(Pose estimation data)
---*---

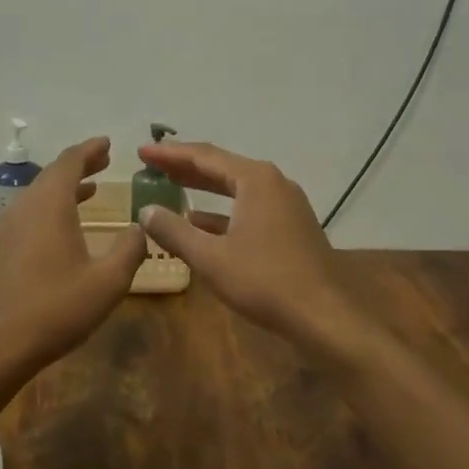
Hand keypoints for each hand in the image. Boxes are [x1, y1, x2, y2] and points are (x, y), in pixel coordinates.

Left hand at [0, 136, 146, 375]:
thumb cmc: (56, 310)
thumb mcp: (107, 282)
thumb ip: (130, 250)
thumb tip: (141, 227)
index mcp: (50, 205)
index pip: (70, 162)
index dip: (90, 149)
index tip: (108, 143)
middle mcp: (27, 208)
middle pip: (53, 174)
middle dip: (80, 164)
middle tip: (104, 160)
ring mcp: (10, 229)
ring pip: (40, 194)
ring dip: (66, 186)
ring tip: (92, 186)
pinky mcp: (4, 249)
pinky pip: (32, 212)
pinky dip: (53, 205)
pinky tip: (67, 225)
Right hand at [135, 142, 365, 359]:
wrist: (325, 316)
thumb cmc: (265, 281)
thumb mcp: (211, 258)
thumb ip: (174, 231)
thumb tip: (146, 211)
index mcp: (255, 180)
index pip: (204, 156)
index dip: (170, 154)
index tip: (142, 152)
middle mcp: (273, 182)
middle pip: (221, 167)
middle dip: (185, 167)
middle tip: (152, 165)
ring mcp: (286, 204)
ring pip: (236, 187)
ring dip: (203, 188)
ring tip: (171, 186)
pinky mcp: (291, 225)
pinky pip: (248, 206)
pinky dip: (222, 211)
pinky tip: (200, 222)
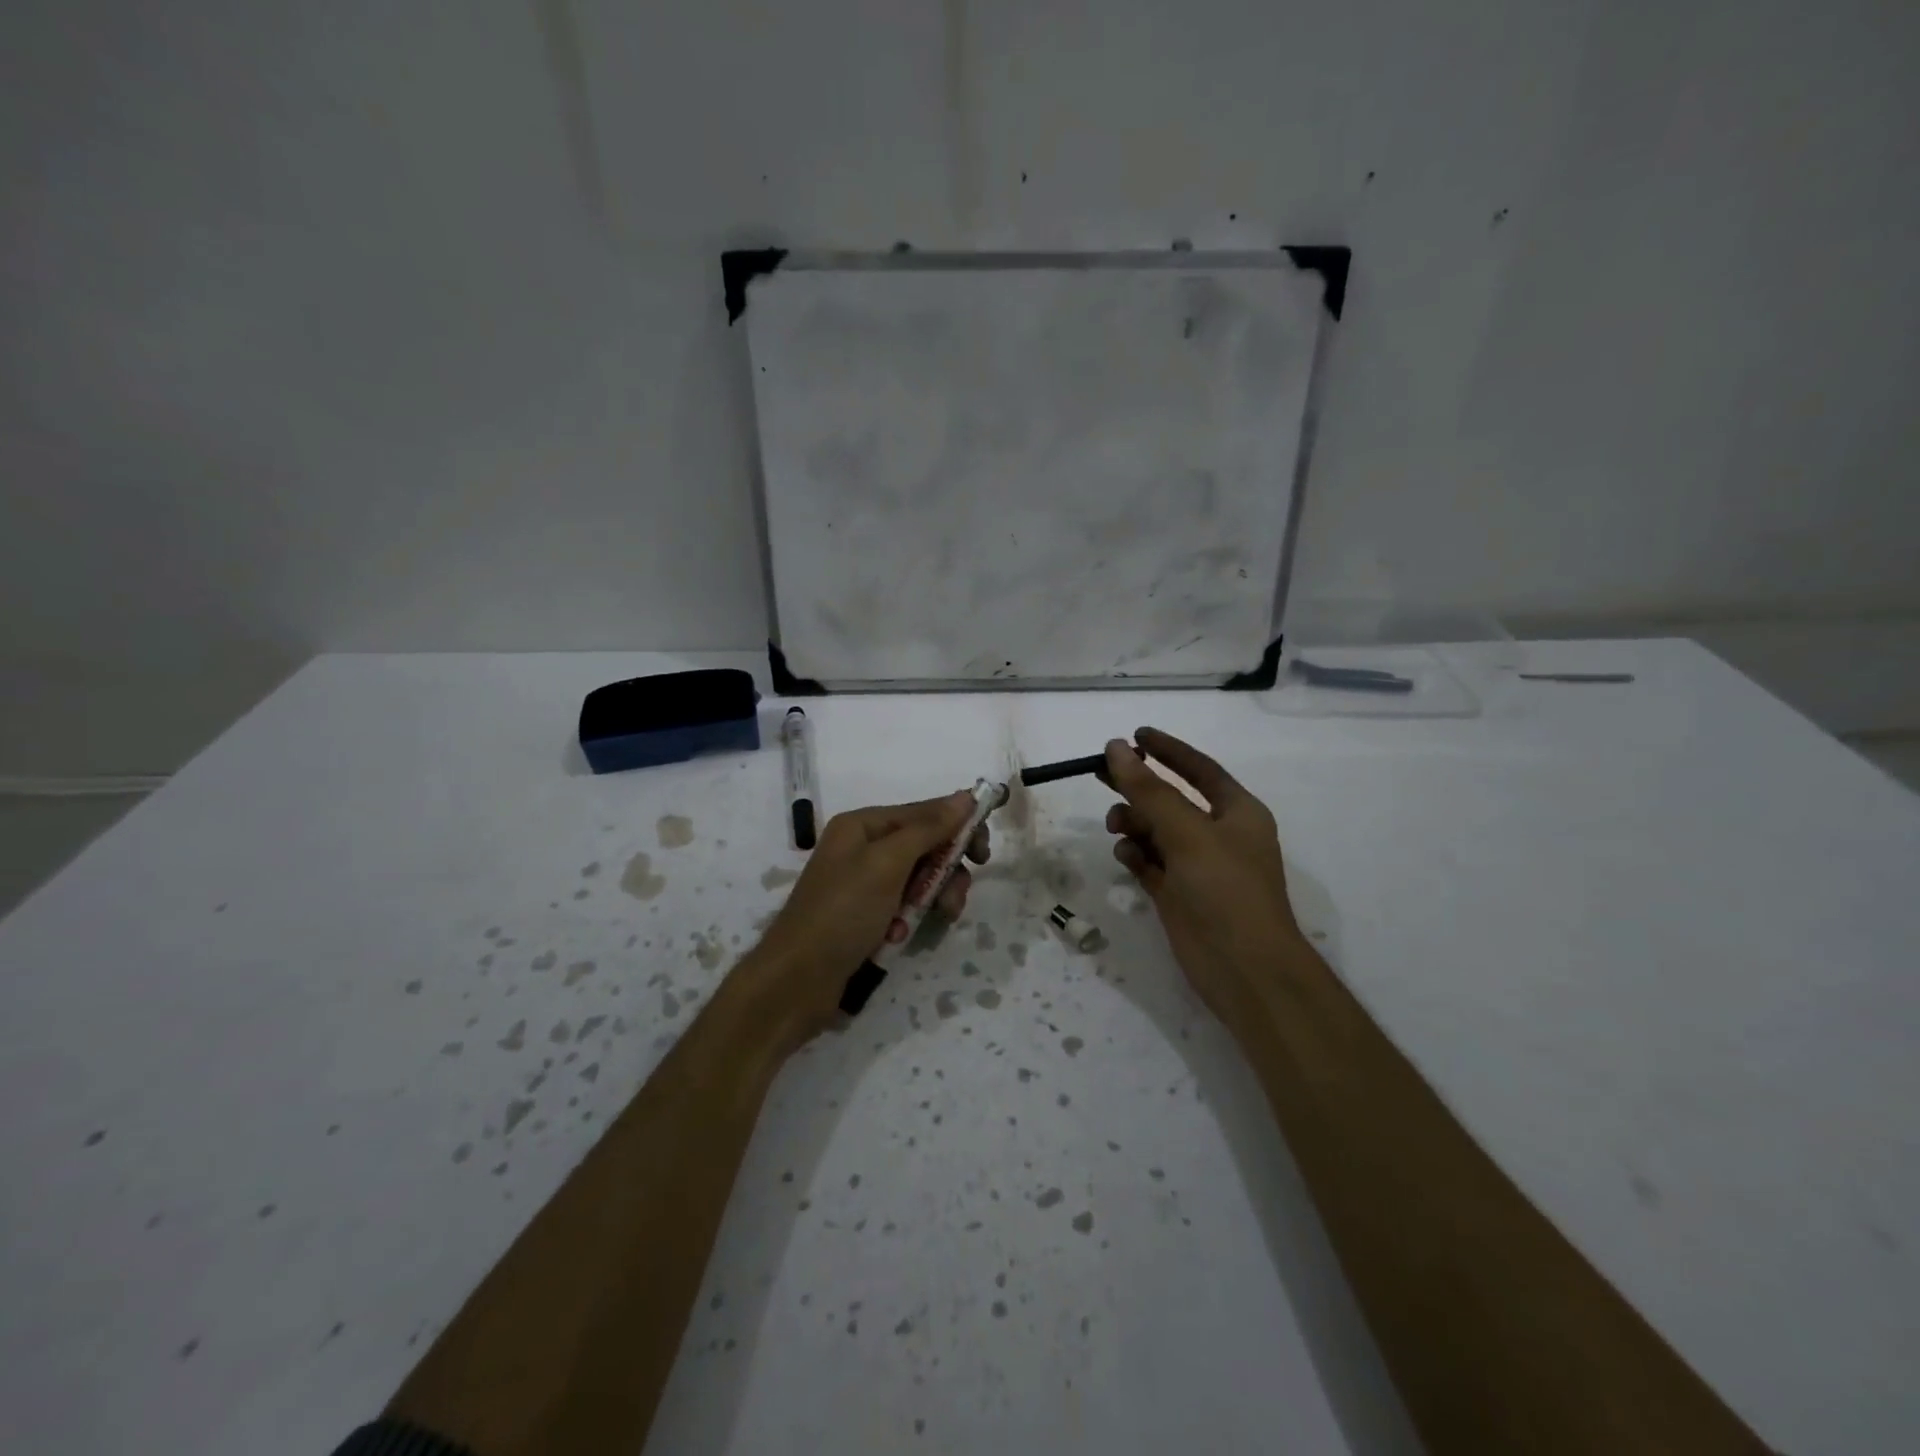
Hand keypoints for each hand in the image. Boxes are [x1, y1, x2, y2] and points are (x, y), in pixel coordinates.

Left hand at [747, 792, 990, 1041]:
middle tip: (957, 895)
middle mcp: (864, 848)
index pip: (924, 812)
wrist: (796, 981)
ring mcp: (866, 884)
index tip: (985, 852)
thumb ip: (928, 828)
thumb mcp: (887, 864)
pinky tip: (906, 936)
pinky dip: (913, 918)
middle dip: (947, 869)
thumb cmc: (842, 912)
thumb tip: (965, 796)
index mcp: (864, 825)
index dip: (958, 825)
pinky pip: (906, 906)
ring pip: (921, 878)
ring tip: (938, 920)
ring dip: (935, 897)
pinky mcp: (868, 916)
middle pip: (926, 846)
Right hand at [1104, 728, 1303, 1022]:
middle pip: (1170, 798)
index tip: (1135, 734)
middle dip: (1138, 786)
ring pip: (1155, 831)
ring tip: (1116, 827)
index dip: (1168, 750)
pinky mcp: (1177, 893)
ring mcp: (1196, 866)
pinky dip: (1135, 854)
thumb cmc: (1225, 890)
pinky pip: (1149, 861)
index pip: (1199, 769)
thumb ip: (1148, 790)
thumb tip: (1116, 747)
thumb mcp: (1187, 832)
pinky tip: (1125, 856)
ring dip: (1133, 823)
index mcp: (1237, 812)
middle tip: (1099, 771)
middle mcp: (1217, 834)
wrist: (1244, 969)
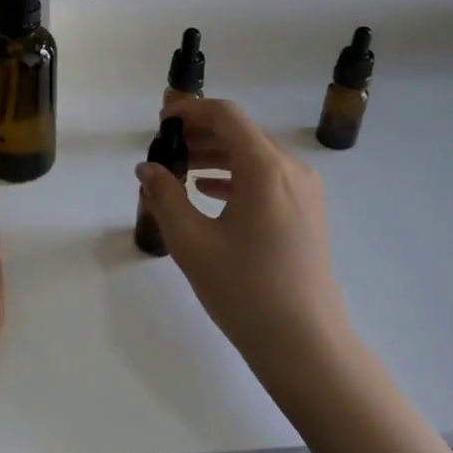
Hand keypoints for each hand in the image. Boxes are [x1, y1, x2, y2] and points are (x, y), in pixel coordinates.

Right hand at [136, 97, 352, 386]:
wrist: (304, 343)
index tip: (160, 121)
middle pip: (241, 133)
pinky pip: (266, 178)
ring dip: (216, 155)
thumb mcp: (192, 242)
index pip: (226, 116)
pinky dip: (235, 176)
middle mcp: (291, 169)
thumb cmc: (244, 290)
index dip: (190, 110)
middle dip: (199, 134)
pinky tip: (207, 190)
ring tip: (178, 169)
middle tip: (162, 147)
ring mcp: (304, 191)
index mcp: (266, 168)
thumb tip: (146, 168)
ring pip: (254, 156)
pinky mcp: (306, 212)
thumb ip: (165, 197)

---*---

== WHAT TO WORK ON ==
From the first line to the last, retype the entries above exactly, minus the pictures.

== RESPONSE BELOW ==
Hand keypoints for each hand in the image. Boxes are [x1, y1, x2, y2] and points are (x, y), in pixel coordinates.

Left hand at [0, 136, 146, 375]:
thumb cmc: (56, 310)
thumb mcp: (107, 282)
thumb ip: (130, 250)
thumb tip: (141, 227)
index mcp: (50, 205)
index pip: (70, 162)
index dip: (90, 149)
index tip: (108, 143)
middle mcp: (27, 208)
middle pip: (53, 174)
middle dip: (80, 164)
middle tip: (104, 160)
ring mcp: (10, 229)
ring pip: (40, 194)
ring dip: (66, 186)
ring tip: (92, 186)
pinky mcp: (4, 249)
pinky pip: (32, 212)
pinky dip: (53, 205)
pinky tip: (67, 225)
Right hand at [135, 142, 365, 359]:
wrist: (325, 316)
thumb cmc: (265, 281)
thumb mcp: (211, 258)
thumb ip: (174, 231)
thumb tip: (146, 211)
index mcp: (255, 180)
index pip: (204, 156)
index dip: (170, 154)
index tip: (142, 152)
middle mcp: (273, 182)
middle pip: (221, 167)
middle dip: (185, 167)
middle tip: (152, 165)
ring mcp: (286, 204)
ring pip: (236, 187)
ring dip: (203, 188)
ring tip: (171, 186)
pinky mcp: (291, 225)
pinky pip: (248, 206)
pinky dip: (222, 211)
pinky tip: (200, 222)
Hand keypoints for each hand in the image. Boxes are [x1, y1, x2, y2] and points are (x, y), in pixel coordinates.

Left hand at [747, 792, 990, 1041]:
middle tip: (957, 895)
middle mcp: (864, 848)
index pip: (924, 812)
wrist: (796, 981)
ring mcp: (866, 884)
index tip: (985, 852)
thumb ip: (928, 828)
thumb mcp: (887, 864)
pinky tip: (906, 936)
pinky dip: (913, 918)
middle dip: (947, 869)
thumb cmc: (842, 912)
thumb tip: (965, 796)
index mcp: (864, 825)
index dip: (958, 825)
pinky pip: (906, 906)
ring pip: (921, 878)
ring tip: (938, 920)
ring dip: (935, 897)
pinky mcp: (868, 916)
middle pip: (926, 846)
Right hand at [1104, 728, 1303, 1022]:
middle pip: (1170, 798)
index tip: (1135, 734)
middle dip: (1138, 786)
ring pip: (1155, 831)
ring tip: (1116, 827)
index dip: (1168, 750)
pinky mcp: (1177, 893)
ring mcp: (1196, 866)
pinky dip: (1135, 854)
thumb cmc: (1225, 890)
pinky pip: (1149, 861)
index pip: (1199, 769)
thumb ip: (1148, 790)
thumb tip: (1116, 747)
thumb mcp: (1187, 832)
pinky tip: (1125, 856)
ring dip: (1133, 823)
index mcp: (1237, 812)
middle tip: (1099, 771)
middle mcp: (1217, 834)
wrist: (1244, 969)
Hand keypoints for each hand in the image. Boxes are [x1, y1, x2, y2] and points are (x, y), in pixel coordinates.

Right hand at [136, 97, 352, 386]:
wrist: (304, 343)
index tip: (160, 121)
middle pip: (241, 133)
pinky pip: (266, 178)
ring dip: (216, 155)
thumb mcp: (192, 242)
index pip: (226, 116)
pinky dip: (235, 176)
middle mcp: (291, 169)
thumb cmc: (244, 290)
index dip: (190, 110)
middle dip: (199, 134)
pinky tip: (207, 190)
ring tip: (178, 169)
middle tip: (162, 147)
ring mcp: (304, 191)
index mcp: (266, 168)
thumb tip: (146, 168)
ring pip: (254, 156)
pinky mcp: (306, 212)
thumb ip: (165, 197)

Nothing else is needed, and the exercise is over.